AEM Connector
The AEM Connector indexes content from Adobe Experience Manager (AEM) author and publish instances. It consists of two components: an AEM server-side bundle (OSGi event listeners installed inside AEM) and a connector plugin (Java JAR loaded into dumont-connector.jar).
How It Works
The AEM connector receives indexing requests, then accesses AEM to traverse the content tree, fetch page data, extract tags as facets, and optionally call .model.json for custom attributes.
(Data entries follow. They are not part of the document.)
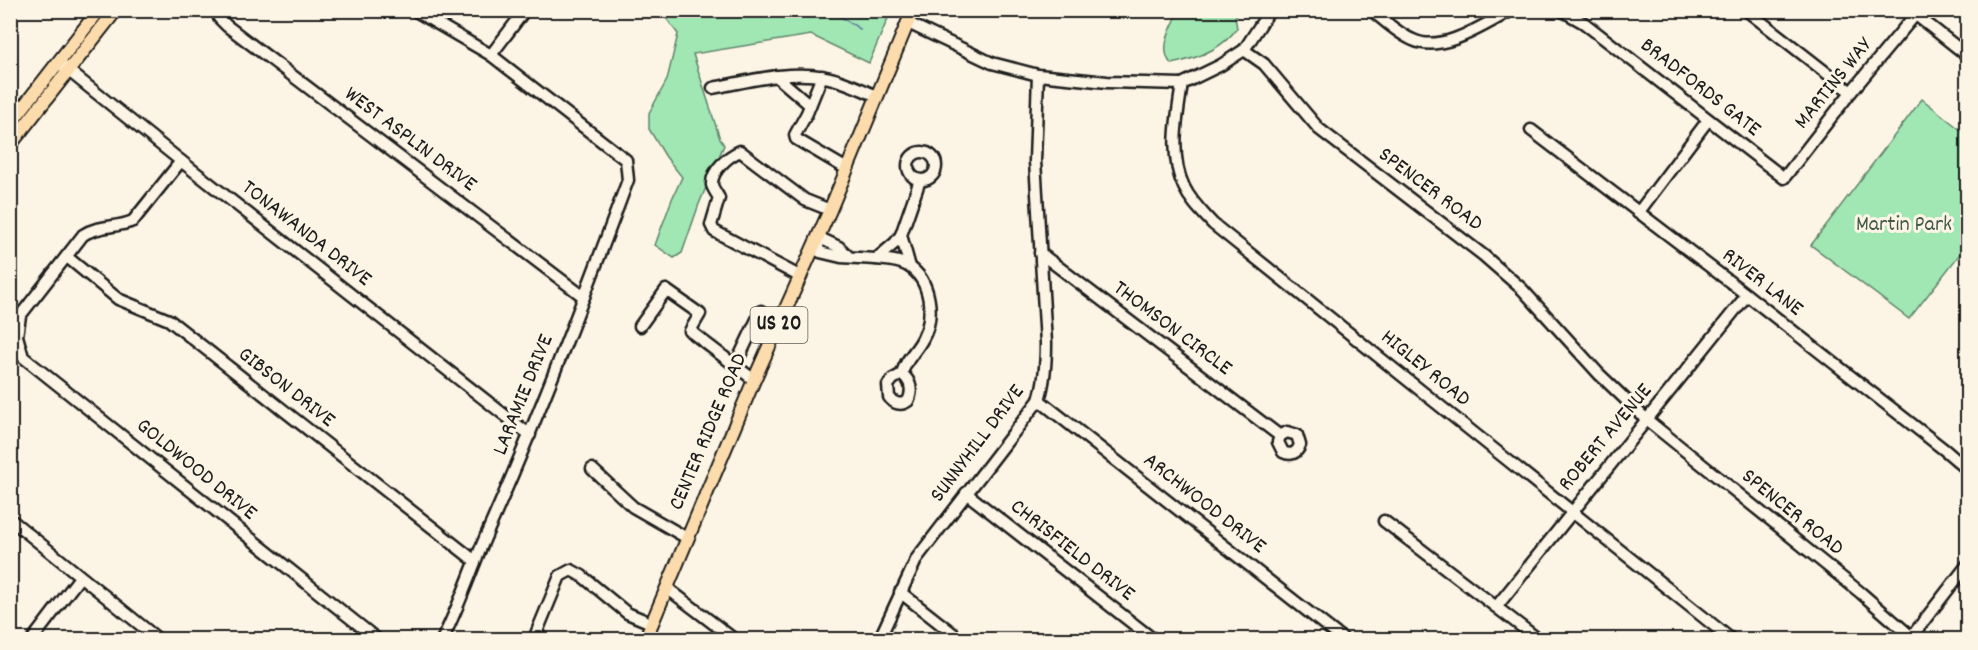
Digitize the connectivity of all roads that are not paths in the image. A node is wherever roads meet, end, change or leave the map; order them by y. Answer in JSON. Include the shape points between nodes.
{"nodes":[{"id":1,"x":99,"y":10,"type":"edge"},
{"id":2,"x":116,"y":10,"type":"edge"},
{"id":3,"x":219,"y":10,"type":"edge"},
{"id":4,"x":414,"y":10,"type":"edge"},
{"id":5,"x":525,"y":10,"type":"edge"},
{"id":6,"x":913,"y":10,"type":"edge"},
{"id":7,"x":1270,"y":10,"type":"edge"},
{"id":8,"x":1371,"y":10,"type":"edge"},
{"id":9,"x":1512,"y":10,"type":"edge"},
{"id":10,"x":1561,"y":10,"type":"edge"},
{"id":11,"x":1746,"y":10,"type":"edge"},
{"id":12,"x":1913,"y":13,"type":"edge"},
{"id":13,"x":908,"y":23,"type":"junction"},
{"id":14,"x":1244,"y":50,"type":"junction"},
{"id":15,"x":491,"y":54,"type":"junction"},
{"id":16,"x":1968,"y":56,"type":"edge"},
{"id":17,"x":58,"y":63,"type":"junction"},
{"id":18,"x":69,"y":71,"type":"junction"},
{"id":19,"x":1038,"y":75,"type":"junction"},
{"id":20,"x":776,"y":76,"type":"junction"},
{"id":21,"x":822,"y":76,"type":"junction"},
{"id":22,"x":1182,"y":84,"type":"junction"},
{"id":23,"x":713,"y":88,"type":"dead end"},
{"id":24,"x":1851,"y":92,"type":"junction"},
{"id":25,"x":878,"y":96,"type":"junction"},
{"id":26,"x":810,"y":105,"type":"junction"},
{"id":27,"x":1708,"y":120,"type":"junction"},
{"id":28,"x":10,"y":124,"type":"edge"},
{"id":29,"x":1531,"y":130,"type":"dead end"},
{"id":30,"x":10,"y":146,"type":"edge"},
{"id":31,"x":181,"y":161,"type":"junction"},
{"id":32,"x":847,"y":169,"type":"junction"},
{"id":33,"x":1784,"y":178,"type":"joint"},
{"id":34,"x":920,"y":180,"type":"dead end"},
{"id":35,"x":830,"y":210,"type":"junction"},
{"id":36,"x":1638,"y":213,"type":"junction"},
{"id":37,"x":901,"y":235,"type":"junction"},
{"id":38,"x":816,"y":243,"type":"junction"},
{"id":39,"x":1040,"y":253,"type":"junction"},
{"id":40,"x":67,"y":257,"type":"junction"},
{"id":41,"x":876,"y":259,"type":"junction"},
{"id":42,"x":910,"y":267,"type":"junction"},
{"id":43,"x":801,"y":277,"type":"junction"},
{"id":44,"x":1747,"y":295,"type":"junction"},
{"id":45,"x":584,"y":297,"type":"junction"},
{"id":46,"x":761,"y":311,"type":"dead end"},
{"id":47,"x":640,"y":326,"type":"dead end"},
{"id":48,"x":735,"y":366,"type":"junction"},
{"id":49,"x":902,"y":374,"type":"dead end"},
{"id":50,"x":754,"y":380,"type":"junction"},
{"id":51,"x":1039,"y":400,"type":"junction"},
{"id":52,"x":1647,"y":420,"type":"junction"},
{"id":53,"x":530,"y":435,"type":"junction"},
{"id":54,"x":1280,"y":436,"type":"dead end"},
{"id":55,"x":592,"y":470,"type":"dead end"},
{"id":56,"x":1968,"y":470,"type":"edge"},
{"id":57,"x":966,"y":493,"type":"junction"},
{"id":58,"x":1571,"y":512,"type":"junction"},
{"id":59,"x":10,"y":519,"type":"edge"},
{"id":60,"x":1384,"y":521,"type":"dead end"},
{"id":61,"x":687,"y":538,"type":"junction"},
{"id":62,"x":475,"y":561,"type":"junction"},
{"id":63,"x":1968,"y":564,"type":"edge"},
{"id":64,"x":80,"y":577,"type":"junction"},
{"id":65,"x":667,"y":588,"type":"junction"},
{"id":66,"x":900,"y":592,"type":"junction"},
{"id":67,"x":1497,"y":606,"type":"junction"},
{"id":68,"x":651,"y":623,"type":"junction"},
{"id":69,"x":1912,"y":638,"type":"edge"},
{"id":70,"x":32,"y":639,"type":"edge"},
{"id":71,"x":159,"y":639,"type":"edge"},
{"id":72,"x":378,"y":639,"type":"edge"},
{"id":73,"x":442,"y":639,"type":"edge"},
{"id":74,"x":539,"y":639,"type":"edge"},
{"id":75,"x":645,"y":639,"type":"edge"},
{"id":76,"x":735,"y":639,"type":"edge"},
{"id":77,"x":879,"y":639,"type":"edge"},
{"id":78,"x":961,"y":639,"type":"edge"},
{"id":79,"x":1154,"y":639,"type":"edge"},
{"id":80,"x":1344,"y":639,"type":"edge"},
{"id":81,"x":1539,"y":639,"type":"edge"},
{"id":82,"x":1732,"y":639,"type":"edge"}],
"edges":[{"from":1,"to":17,"type":"main road"},
{"from":2,"to":18,"type":"main road"},
{"from":3,"to":45,"type":"street","name":"WEST ASPLIN DRIVE","via":[[219,18],[227,26]]},
{"from":4,"to":15,"type":"street"},
{"from":5,"to":15,"type":"street"},
{"from":6,"to":13,"type":"main road","name":"CENTER RIDGE ROAD","number":"US 20"},
{"from":7,"to":14,"type":"street"},
{"from":8,"to":9,"type":"street","via":[[1411,40],[1425,45],[1442,44]]},
{"from":10,"to":27,"type":"street","name":"BRADFORDS GATE","via":[[1584,23]]},
{"from":11,"to":24,"type":"street"},
{"from":12,"to":16,"type":"street"},
{"from":12,"to":24,"type":"street","name":"MARTINS WAY"},
{"from":13,"to":19,"type":"street","via":[[992,63]]},
{"from":13,"to":25,"type":"main road","name":"CENTER RIDGE ROAD","number":"US 20"},
{"from":14,"to":22,"type":"street"},
{"from":14,"to":52,"type":"street","name":"SPENCER ROAD","via":[[1264,64],[1319,129],[1522,289]]},
{"from":15,"to":45,"type":"street","name":"LARAMIE DRIVE","via":[[626,160],[628,180]]},
{"from":17,"to":18,"type":"street","name":"TONAWANDA DRIVE"},
{"from":17,"to":28,"type":"main road"},
{"from":18,"to":30,"type":"main road"},
{"from":18,"to":31,"type":"street","name":"TONAWANDA DRIVE"},
{"from":19,"to":22,"type":"street"},
{"from":19,"to":39,"type":"street","name":"SUNNYHILL DRIVE","via":[[1035,161]]},
{"from":20,"to":21,"type":"street"},
{"from":20,"to":23,"type":"street"},
{"from":20,"to":26,"type":"street"},
{"from":21,"to":25,"type":"street"},
{"from":21,"to":26,"type":"street"},
{"from":22,"to":58,"type":"street","name":"HIGLEY ROAD","via":[[1175,137],[1177,161],[1185,189],[1197,207]]},
{"from":24,"to":33,"type":"street","name":"MARTINS WAY"},
{"from":25,"to":32,"type":"main road","name":"CENTER RIDGE ROAD","number":"US 20"},
{"from":26,"to":32,"type":"street","via":[[796,139]]},
{"from":27,"to":33,"type":"street","name":"BRADFORDS GATE"},
{"from":27,"to":36,"type":"street"},
{"from":29,"to":36,"type":"street","name":"RIVER LANE"},
{"from":31,"to":40,"type":"street","via":[[133,221],[91,230]]},
{"from":31,"to":53,"type":"street","name":"TONAWANDA DRIVE"},
{"from":32,"to":35,"type":"main road","name":"CENTER RIDGE ROAD","number":"US 20"},
{"from":34,"to":37,"type":"street"},
{"from":35,"to":38,"type":"main road","name":"CENTER RIDGE ROAD","number":"US 20"},
{"from":35,"to":43,"type":"street","via":[[805,200],[740,152],[721,165],[713,180],[712,187],[719,198],[711,225],[714,231]]},
{"from":36,"to":44,"type":"street","name":"RIVER LANE"},
{"from":37,"to":41,"type":"street"},
{"from":37,"to":42,"type":"street"},
{"from":38,"to":41,"type":"street","via":[[820,252]]},
{"from":38,"to":43,"type":"main road","name":"CENTER RIDGE ROAD","number":"US 20"},
{"from":39,"to":51,"type":"street","name":"SUNNYHILL DRIVE","via":[[1047,368]]},
{"from":39,"to":54,"type":"street","name":"THOMSON CIRCLE"},
{"from":40,"to":62,"type":"street","name":"GIBSON DRIVE","via":[[118,299],[169,320]]},
{"from":40,"to":72,"type":"street","name":"GOLDWOOD DRIVE","via":[[20,316],[17,336],[24,357]]},
{"from":41,"to":42,"type":"street"},
{"from":42,"to":49,"type":"street","via":[[927,290],[931,308],[923,339],[905,363]]},
{"from":43,"to":50,"type":"main road","name":"CENTER RIDGE ROAD","number":"US 20"},
{"from":44,"to":52,"type":"street","name":"ROBERT AVENUE"},
{"from":44,"to":56,"type":"street","name":"RIVER LANE"},
{"from":45,"to":53,"type":"street","name":"LARAMIE DRIVE"},
{"from":46,"to":48,"type":"street"},
{"from":47,"to":48,"type":"street","via":[[666,290],[700,314],[690,331]]},
{"from":48,"to":50,"type":"street"},
{"from":50,"to":61,"type":"main road","name":"CENTER RIDGE ROAD","number":"US 20"},
{"from":51,"to":57,"type":"street","name":"SUNNYHILL DRIVE"},
{"from":51,"to":80,"type":"street","name":"ARCHWOOD DRIVE"},
{"from":52,"to":58,"type":"street","name":"ROBERT AVENUE"},
{"from":52,"to":69,"type":"street","name":"SPENCER ROAD"},
{"from":53,"to":62,"type":"street","name":"LARAMIE DRIVE"},
{"from":55,"to":61,"type":"street","via":[[633,507]]},
{"from":57,"to":66,"type":"street","name":"SUNNYHILL DRIVE","via":[[917,558]]},
{"from":57,"to":79,"type":"street","name":"CHRISFIELD DRIVE"},
{"from":58,"to":67,"type":"street","name":"ROBERT AVENUE"},
{"from":58,"to":82,"type":"street","name":"HIGLEY ROAD"},
{"from":59,"to":64,"type":"street"},
{"from":60,"to":67,"type":"street"},
{"from":61,"to":65,"type":"main road","name":"CENTER RIDGE ROAD","number":"US 20"},
{"from":62,"to":73,"type":"street","name":"LARAMIE DRIVE"},
{"from":63,"to":69,"type":"street"},
{"from":64,"to":70,"type":"street"},
{"from":64,"to":71,"type":"street"},
{"from":65,"to":68,"type":"main road","name":"CENTER RIDGE ROAD","number":"US 20"},
{"from":65,"to":76,"type":"street"},
{"from":66,"to":77,"type":"street","name":"SUNNYHILL DRIVE"},
{"from":66,"to":78,"type":"street"},
{"from":67,"to":81,"type":"street"},
{"from":68,"to":74,"type":"street","via":[[627,613],[571,570],[560,576],[536,634]]},
{"from":68,"to":75,"type":"main road","name":"CENTER RIDGE ROAD","number":"US 20"}]}
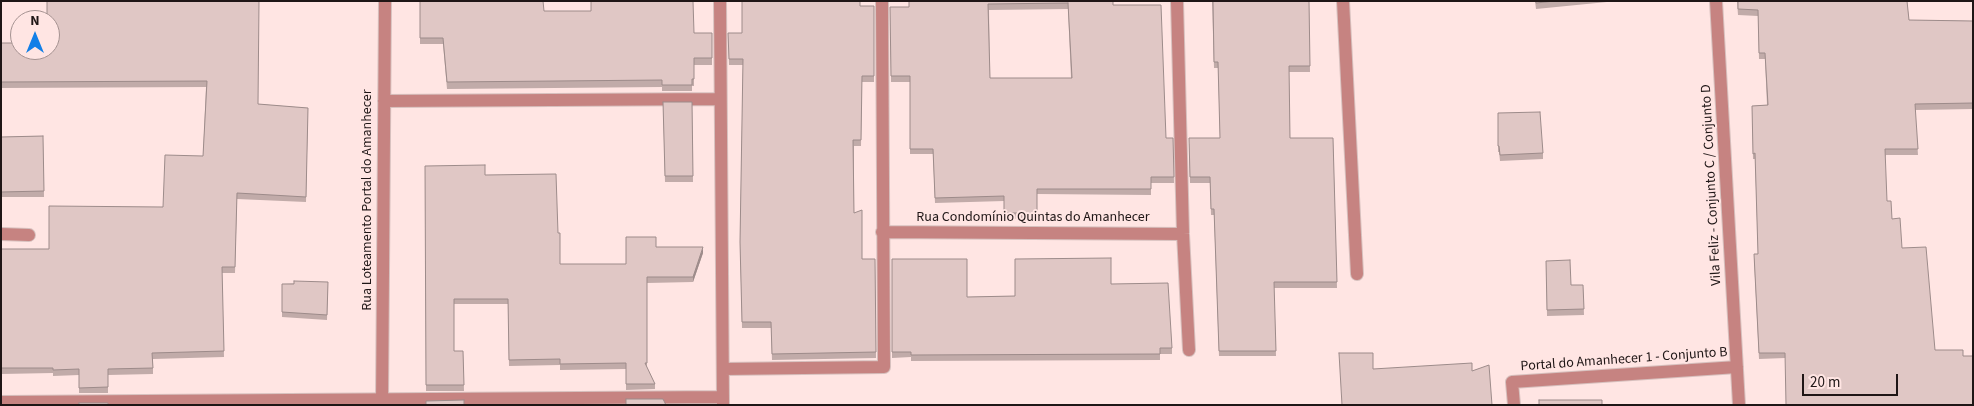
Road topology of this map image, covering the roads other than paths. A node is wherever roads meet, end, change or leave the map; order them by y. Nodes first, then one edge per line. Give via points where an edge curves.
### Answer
1 (385, 1) edge
2 (720, 1) edge
3 (882, 1) edge
4 (1177, 1) edge
5 (1343, 1) edge
6 (1716, 1) edge
7 (720, 99) junction
8 (384, 101) junction
9 (882, 232) junction
10 (1, 234) edge
11 (1184, 234) junction
12 (29, 235) dead end
13 (1357, 274) dead end
14 (1189, 350) dead end
15 (1737, 368) junction
16 (723, 369) junction
17 (723, 401) edge
18 (1, 402) edge
19 (382, 402) edge
20 (1514, 405) edge
21 (1740, 405) edge

1 - 8 street, Rua Loteamento Portal do Amanhecer
2 - 7 street
3 - 9 street
4 - 11 street
5 - 13 street
6 - 15 street, Vila Feliz - Conjunto C / Conjunto D
7 - 8 street
7 - 16 street
8 - 19 street, Rua Loteamento Portal do Amanhecer
9 - 11 street, Rua Condomínio Quintas do Amanhecer
9 - 16 street via 884,367
10 - 12 street
11 - 14 street
15 - 20 street, Portal do Amanhecer 1 - Conjunto B via 1512,382
15 - 21 street, Vila Feliz - Conjunto C / Conjunto D
16 - 17 street
17 - 19 street
18 - 19 street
Three Ways to Trigger Indexing
| Method | How | When to use |
|---|---|---|
| AEM Event Listeners | Install the aem-server OSGi bundle inside AEM — it automatically sends indexing requests when content is published, modified, or deleted | Production — real-time content sync |
| Manual API Call | Send a POST request to /api/v2/aem/index/{source} with a JSON payload containing paths and event type | Development, testing, one-off re-indexing |
| Turing ES Admin Console | Use Enterprise Search → Integration → Indexing Manager to select paths and trigger indexing/deindexing/publishing operations | Operations — selective re-indexing via UI |
Content Discovery Strategies
The AEM connector supports two strategies for discovering content during a full Index All operation:
| Strategy | Property | How it discovers content |
|---|---|---|
| Tree Traversal (default) | dumont.aem.querybuilder=false | Recursively walks the content tree from the root path using infinity.json — follows parent→child relationships |
| QueryBuilder | dumont.aem.querybuilder=true | Uses AEM's native QueryBuilder API (/bin/querybuilder.json) to find all content matching the configured content type in paginated batches |
QueryBuilder Discovery
When enabled, the connector queries the QueryBuilder endpoint instead of walking the tree:
GET http://localhost:4502/bin/querybuilder.json?path=/content/wknd&type=cq:Page&p.hits=slim&p.limit=500&p.offset=0
Each page of discovered paths is immediately processed in parallel using a configurable thread pool — the full path list is never held in memory.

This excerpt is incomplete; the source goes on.